Anyone who wants to pursue a life of the mind and yet also feel confident about their employability at the end of the Ph.D. experience should make the job of tracking their skills a crucial and vital component of their time in graduate school. Any time you update your CV, update your skills inventory. Update it, too, whenever you jump over a fresh academic hurdle.
The second way to broach the quandary of wanting to conduct academic research and not be stuck jobless at the end of the academic road is by taking a more mercenary approach with your work. So far, I have not met a single former academic who was able to apply their research directly into a non-academic job. However, I have met lots of former academics who realized in retrospect how their research happened to intersect with their post-academic work.
But if I were going to go back and be really strategic about my research, this is what I would do.
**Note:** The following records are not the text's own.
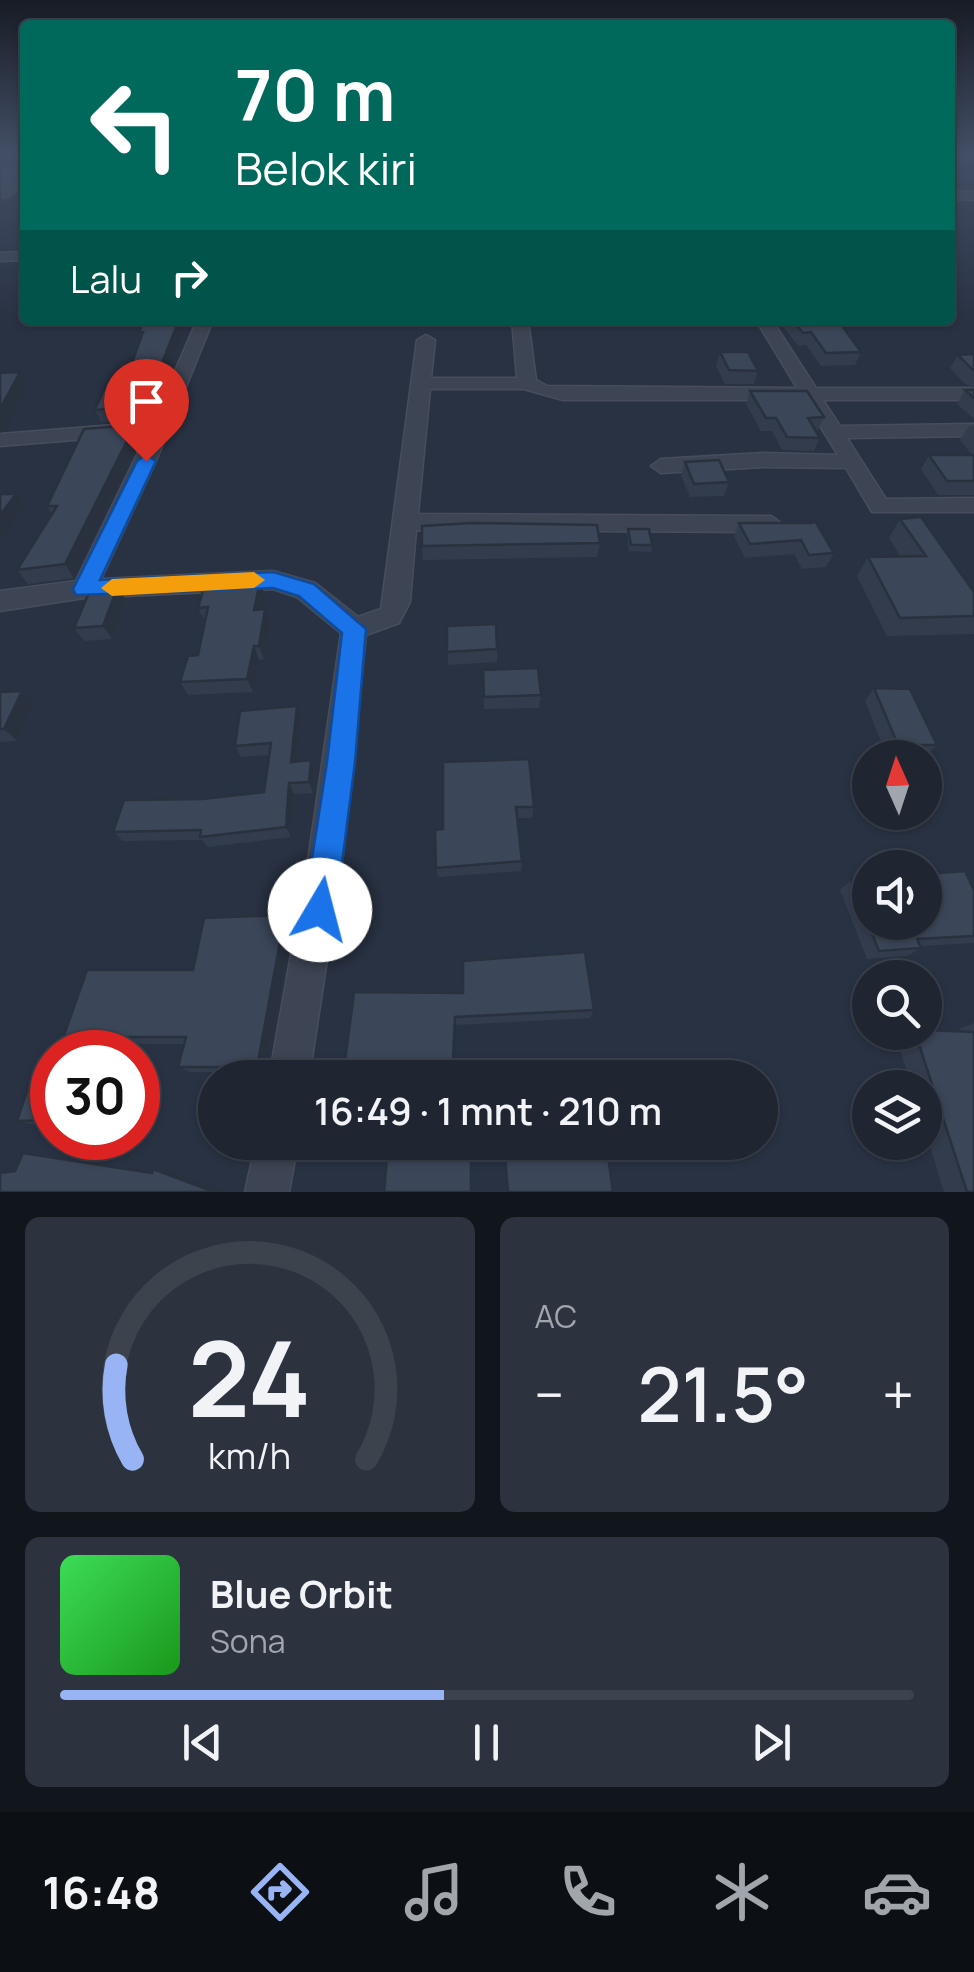 <!DOCTYPE html>
<html lang="id">
<head>
<meta charset="utf-8">
<style>
	:root { --surface:#1f2632; --page:#2c323e; --text:#f1f3f6; --muted:#a1a5ac; --line:#3c434d; --accent:#98b4f4 }
	body { margin:0; font-family:Manrope,sans-serif; background:var(--page); color:var(--text); height:100vh; display:flex; flex-direction:column; font-size:38px; white-space:nowrap }
	* { box-sizing:border-box; margin:0 }
	p { font-size:32px; color:var(--muted) }
	.icon { flex:none; width:55px; height:55px; fill:none; stroke:currentColor; stroke-width:2; stroke-linecap:round; stroke-linejoin:round }
	.map { position:relative; height:1192px; overflow:hidden }
	.sheet { display:flex; flex-direction:column; gap:25px; padding:25px; background:#11151c; flex:1 }
	.sheet>* { flex:none }
	.top-card { position:absolute; left:20px; top:20px; width:935px; height:305px; border-radius:10px; box-shadow:0 2px 8px #0004,0 0 0 2px var(--line); background:#00695c; color:#fff; overflow:hidden }
	.needle { width:65px; rotate:357deg }
	.buttons { position:absolute; left:852px; top:740px; display:grid; gap:20px }
	.buttons a { display:grid; place-items:center; width:90px; height:90px; border-radius:50%; background:var(--surface); box-shadow:0 2px 8px #0004,0 0 0 2px var(--line); font-size:50px }
	.speed { position:absolute; left:30px; top:1030px; display:flex; gap:20px; font-size:50px; font-weight:700; text-align:center }
	.speed>* { display:grid; place-content:center; width:130px; height:130px; border-radius:50%; background:var(--surface); box-shadow:0 2px 8px #0004,0 0 0 2px var(--line); line-height:1 }
	.speed .limit { border:15px solid #d22; background:#fff; color:#111 }
	.pin { position:absolute; display:grid; place-items:center; width:85px; height:85px; color:#fff; margin:-102px -42px; border-radius:50% 50% 50% 0; rotate:-45deg; box-shadow:0 0 10px #0007 }
	.pin .icon { rotate:45deg }
	.me { position:absolute; width:110px; margin:-55px; rotate:8deg; stroke-linejoin:round; filter:drop-shadow(0 0 8px #0008) }
	.turn { display:flex; align-items:center; gap:35px; height:210px; padding:0 50px; font-size:45px }
	.turn .icon { width:130px; height:130px; stroke-width:2.5 }
	.turn b { display:block; font-size:70px; line-height:85px }
	.then { display:flex; align-items:center; height:95px; padding:0 50px; background:#0003; gap:20px; font-size:38px }
	.big { font-size:75px; font-weight:600; line-height:1.1 }
	.sheet .tile { flex:1; display:flex; flex-direction:column; justify-content:center; gap:15px; min-width:0; padding:0 35px; border-radius:15px; background:var(--page) }
	.sheet .dial { align-items:center; gap:0 }
	.dial svg { height:260px; overflow:visible; fill:none; stroke:var(--line); stroke-width:7; stroke-linecap:round; text-anchor:middle }
	.dial text { fill:var(--text); stroke:none }
	.song { display:flex; align-items:center; gap:30px }
	.cover { width:120px; height:120px; border-radius:15px; background:linear-gradient(135deg,hsl(130 70% 55%),hsl(120 70% 35%)) }
	.played { height:10px; border-radius:5px; background:linear-gradient(90deg,var(--accent) 45%,var(--line) 45%) }
	.keys { display:flex; justify-content:space-around; direction:ltr }
	.heat { display:flex; justify-content:space-between; align-items:center; font-size:55px; direction:ltr }
	.sheet .tiles { flex:1; display:grid; gap:25px; grid-template-columns:1fr 1fr }
	.tile:last-child { grid-column:span 2 }
	.trip { position:absolute; left:198px; top:1060px; width:580px; height:100px; border-radius:50px; background:var(--surface); box-shadow:0 2px 8px #0004,0 0 0 2px var(--line); font-weight:600; line-height:100px; text-align:center }
	.tab-bar { display:flex; height:160px; justify-content:space-around; align-items:center; background:#0c0f14; color:var(--muted) }
	.tab-bar .icon { width:70px; height:70px }
	.tab-bar .selected { color:var(--accent) }
	.tab-bar b { font-size:45px; color:var(--text) }
	.map>svg:first-child { display:block }
</style>
</head>
<body>
<div class="map">
<svg width="974" height="1192" viewBox="0 0 974 1192">
	<rect width="100%" height="100%" fill="#293243"/>
	<g fill="none" stroke-linecap="round" stroke-linejoin="round">
		<!-- minor casing -->
		<g stroke="#474d5c" stroke-width="3">
			<path id="minor" d="M950 191 974 192V200L950 199Z
				M25 252V260L0 261V253Z
				M197 320H213L156 461 101 579 273 571 315 583 358 617 381 609 417 340 426 335 435 340 431 378H517L512 320H528L536 380 547 386 797 388 756 320H772L816 388H974V400H823L840 426 974 424V436L847 438 886 499 974 498V512H872L846 468 763 467 661 473 651 466 661 459 763 453 838 455 804 400H563L524 389H430L418 514 771 516 782 524 771 532 416 530 410 602 399 623 366 635 343 854 309 1078H269L309 854 341 633 297 597 273 589 84 598 0 611V591L76 581 147 434 0 446V434L153 422Z
				M256 1142H298L289 1192H245Z"/>
		</g>
		<!-- minor -->
		<use href="#minor" fill="#3d4453" fill-rule="evenodd"/>
	</g>
	<!-- wall -->
	<path fill="#333c4d" d="M145 320H188L150 418 101 422 95 410 126 379 141 337 139 332Z
		M778 320H838L861 352 855 365 821 366 806 345 798 346Z
		M720 352 758 371 754 384H725L716 366Z
		M974 354V387L965 384 950 368 958 355Z
		M965 390H974V419L957 404Z
		M750 391 824 417 818 430H815L820 438 814 451 782 450 772 431H761L746 404Z
		M974 425V495H938L921 469 929 455H972L960 440 969 426Z
		M141 438 74 578 28 584 17 570 52 514 47 506Z
		M685 462 729 482 724 496 690 497 681 476Z
		M900 519 974 592V634L887 636 857 576 868 557H901L889 538Z
		M739 523H812L834 553 826 567 802 569 794 554 745 558 734 536Z
		M628 529 652 545 651 552 629 551 627 535Z
		M600 543 597 557 423 560 422 546Z
		M118 586 126 600 112 639 84 641 74 628Z
		M265 595 262 609H265L270 622 264 659 259 660 253 692 188 695 180 682 198 655 205 621 198 608Z
		M447 626 497 649V662L448 665Z
		M483 670 541 695 539 708 484 709Z
		M874 688 937 745 925 757H887L865 701Z
		M22 691 33 704 17 741 0 742V692Z
		M301 718 297 761 315 771 313 793 294 794 291 837 208 847 202 840 123 841 113 832 202 799 264 792 270 755 241 757 235 746Z
		M443 762 534 807 532 818H518L522 861 521 871 438 877 436 868 443 829Z
		M851 880 974 890V943L920 946 921 948 907 956 867 959 840 890Z
		M285 915 293 925 266 1072H190L178 1067 184 1044H130L58 1052Z
		M463 993 594 1010 590 1018 456 1025 343 1077Z
		M974 1023V1192H944L925 1130V1088H912L896 1037 906 1032 955 1031Z
		M52 1070V1124L36 1125 17 1121Z
		M472 1142 388 1148H315L307 1145Z"/>
	<!-- shaded-wall -->
	<path fill="#29313e" d="M25 189V199L11 208 0 209V201Z
		M179 320H188L150 418 145 406Z
		M20 372 27 385 5 430 0 433V409Z
		M135 425 141 438 74 578 65 564Z
		M16 494 24 507 0 540V515Z
		M260 582 265 595 259 623 254 610Z
		M118 586 126 600 112 639 103 626Z
		M265 609 270 622 264 659 259 646Z
		M254 646 259 660 253 692 247 679Z
		M22 691 33 704 17 741 4 729Z
		M297 706 301 718 296 773 291 762Z
		M311 760 315 771 313 793 309 782Z
		M289 783 294 794 291 837 286 827Z
		M285 915 293 925 266 1072 257 1067Z
		M455 1017 456 1025 454 1078H452Z
		M115 1037 130 1044 127 1052H111Z
		M153 1169 170 1171 226 1192H214Z"/>
	<!-- building -->
	<path fill="#3b4659" stroke="#29313e" stroke-width="2.5" d="M0 166H25V189L7 200 0 201Z
		M145 320H179L145 406 95 410 108 380 126 379 143 332H139Z
		M792 320H838L861 352 826 353 811 332 803 333Z
		M720 352H748L758 371 729 370Z
		M974 354V371L958 355Z
		M20 372 0 409V373Z
		M965 390H974V398Z
		M750 391H807L824 417 808 418 820 438 787 437 776 418H766Z
		M135 425 65 564 17 570 57 506H47L84 429Z
		M929 455H974V481H947Z
		M719 460 729 482 694 484 685 462Z
		M0 494H16L0 515Z
		M921 517 974 592V616L900 618 868 557 926 556 900 519Z
		M815 521 834 553 809 555 801 540 750 544 739 523H812Z
		M472 523 597 525 600 543 422 546V526Z
		M628 529H649L652 545H631Z
		M260 582 254 610 265 609 259 646H254L247 679 180 682 188 656 198 655 208 607 198 608 205 584Z
		M118 586 103 626 74 628 91 588Z
		M496 624 497 649 447 652V626Z
		M538 668 541 695 484 697 483 670Z
		M874 688 910 689 937 745H898Z
		M22 691 4 729H0V692Z
		M297 706 291 762 311 760 309 782 289 783 286 827 200 837 201 830 113 832 124 800 202 799 264 792 271 743 235 746 240 711Z
		M529 759 534 807H516L522 861 436 868 435 830 443 829V762Z
		M965 871 974 890V936L917 939 921 948 879 951 851 880 870 879V922H925V874Z
		M285 915 257 1067H178L186 1037H115L111 1052H58L87 970H193L204 918Z
		M585 952 594 1010 455 1017 452 1078H316L343 1077 354 992 463 993V961Z
		M925 1030 974 1032V1192H967L915 1032H925Z
		M52 1070V1120L17 1121 33 1073H52Z
		M307 1142H471V1192H384L388 1146 307 1145Z
		M504 1142H606L613 1192H508Z
		M23 1153 152 1173 153 1169 214 1192H0V1173L15 1171Z"/>
	<!-- sky -->
	<linearGradient id="sky" x2="0" y2="1"><stop stop-color="#171c25"/><stop offset="0.48" stop-color="#434f66"/><stop offset="1" stop-color="#434f66" stop-opacity="0"/></linearGradient>
	<rect width="974" height="322" fill="url(#sky)"/>
	<!-- route -->
	<path fill="#1a73e8" stroke="#114b97" stroke-width="2.5" d="M146 455 156 461 100 580 273 572 314 584 366 629 355 762 336 910 331 921 320 926 309 921 304 910 327 762 342 633 299 596 273 588 76 595 73 589 137 461Z"/>
	<!-- slow -->
	<path fill="#f59e0b" d="M254 572 265 580 254 588 112 596 101 588 112 579Z"/>
</svg>
<div class="buttons">
<a><svg class="needle" viewBox="-14 -14 28 28"><path d="M0-13l5 13h-10z" fill="#e53935"/><path d="M0 13l5-13h-10z" fill="#a1a5ac"/></svg></a>
<a><svg class="icon" aria-label="sound" viewBox="0 0 24 24"><path d="M4 9h4l5-4v14l-5-4H4zM17 9q2 3 0 6"/></svg></a>
<a><svg class="icon" aria-label="search" viewBox="0 0 24 24"><circle cx="10" cy="10" r="6"/><path d="M15 15l6 6"/></svg></a>
<a><svg class="icon" aria-label="layers" viewBox="0 0 24 24"><path d="M12 4l9 5-9 5-9-5zM3 14l9 5 9-5"/></svg></a>
</div>
<div class="speed"><div class="limit">30</div></div>
<div class="pin" style="left:146px;top:461px;background:#d93025"><svg class="icon" aria-label="arrive" viewBox="0 0 24 24"><path d="M6 21V4h12l-3 4 3 4H6"/></svg></div>
<svg class="me" style="left:320px;top:910px" viewBox="-20 -20 40 40"><circle r="19" fill="#fff"/><path d="M0-13L10 11 0 6-10 11z" fill="#1a73e8"/></svg>
<div class="trip">16:49 · 1 mnt · 210 m</div>
<div class="top-card">
<div class="turn"><svg class="icon" aria-label="left" viewBox="0 0 24 24"><path d="M17 20v-9H6M10 6l-5 5 5 5"/></svg><div><b>70 m</b>Belok kiri</div></div>
<div class="then">Lalu<svg class="icon" aria-label="right" viewBox="0 0 24 24"><path d="M7 20v-9h11M14 6l5 5-5 5"/></svg></div>
</div>
</div>
<section class="sheet">
<div class="tiles">
<div class="tile dial"><svg viewBox="0 0 100 80">
<path d="M14 69A42 42 0 1 1 86 69"/>
<path d="M14 69A42 42 0 0 1 9 40" stroke="#98b4f4"/>
<text x="50" y="56" font-size="32" font-weight="700">24</text>
<text x="50" y="72" font-size="11">km/h</text>
</svg></div>
<div class="tile"><p>AC</p>
<div class="heat"><a>−</a><b class="big">21.5°</b><a>+</a></div>
</div>
<div class="tile">
<div class="song"><i class="cover"></i><div><b>Blue Orbit</b><p>Sona</p></div></div>
<div class="played"></div>
<div class="keys"><svg class="icon" aria-label="previous" viewBox="0 0 24 24"><path d="M18 5L8 12l10 7zM5 5v14"/></svg><svg class="icon" aria-label="pause" viewBox="0 0 24 24"><path d="M8 5v14M16 5v14"/></svg><svg class="icon" aria-label="next" viewBox="0 0 24 24"><path d="M6 5l10 7-10 7zM19 5v14"/></svg></div>
</div>
</div>
</section>
<nav class="tab-bar">
<b>16:48</b>
<svg class="icon selected" aria-label="directions" viewBox="0 0 24 24"><path d="M12 3l9 9-9 9-9-9zM9 14v-3h6M13 9l2 2-2 2"/></svg>
<svg class="icon" aria-label="music" viewBox="0 0 24 24"><path d="M9 18V5l10-2v13"/><circle cx="6" cy="18" r="3"/><circle cx="16" cy="16" r="3"/></svg>
<svg class="icon" aria-label="phone" viewBox="0 0 24 24"><path d="M5 4h4l2 5-3 2q2 4 5 5l2-3 5 2v4C11 20 4 13 5 4z"/></svg>
<svg class="icon" aria-label="climate" viewBox="0 0 24 24"><path d="M12 3v18M4 7l16 10M4 17L20 7"/></svg>
<svg class="icon" aria-label="car" viewBox="0 0 24 24"><path d="M5 17H2v-5l4-1 3-4h7l3 4 3 1v5h-3M9 17h6M6 11h13"/><circle cx="7" cy="17" r="2"/><circle cx="17" cy="17" r="2"/></svg>
</nav>
</body>
</html>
I would take time to think about an organization that I’d really love to work for. It could be an organization that uses research (like a non-profit or health care agency, for example), conducts research (like a corporation or think tank) or commissions research (like the federal government). I would try to develop contacts inside of that organization and do some information interviews. I would let them know what I loved about the organization and how I could see myself working there in a research capacity. And then I would ask them about what their needs were. I would find out about their problems, their stumbling blocks, the issues that they face. And then I would dedicate my research to solving their problem.
I would keep in touch with them over the years, through staff turnovers, office politics and, perhaps, through their own internal solving of their problems. I would accept the risk that my research itself may be outdated by the time I finish, or that the solution I had developed was not workable or consistent with their organizational culture.
But the point of the exercise — other than getting a Ph.D. — would be to demonstrate my deep knowledge of the organization, my commitment to the organization’s cause/mission, my strategic thinking skills, and my savvy at attempting to keep one foot in the academic camp and the other foot in the “real world.” At the end, even if the organization didn’t hire me, I’d still be able to display those attributes (knowledge, commitment, strategic thinking, savvy) to another employer who would value that kind of worker.
Those are two totally different approaches that young researchers could take if they’re concerned about life after the Ph.D. Are you a young researcher working some kind of post-academic angle? Do you know anyone who chose their research with a job in mind? Or someone who turned their research project into a career? I’d love to hear about it.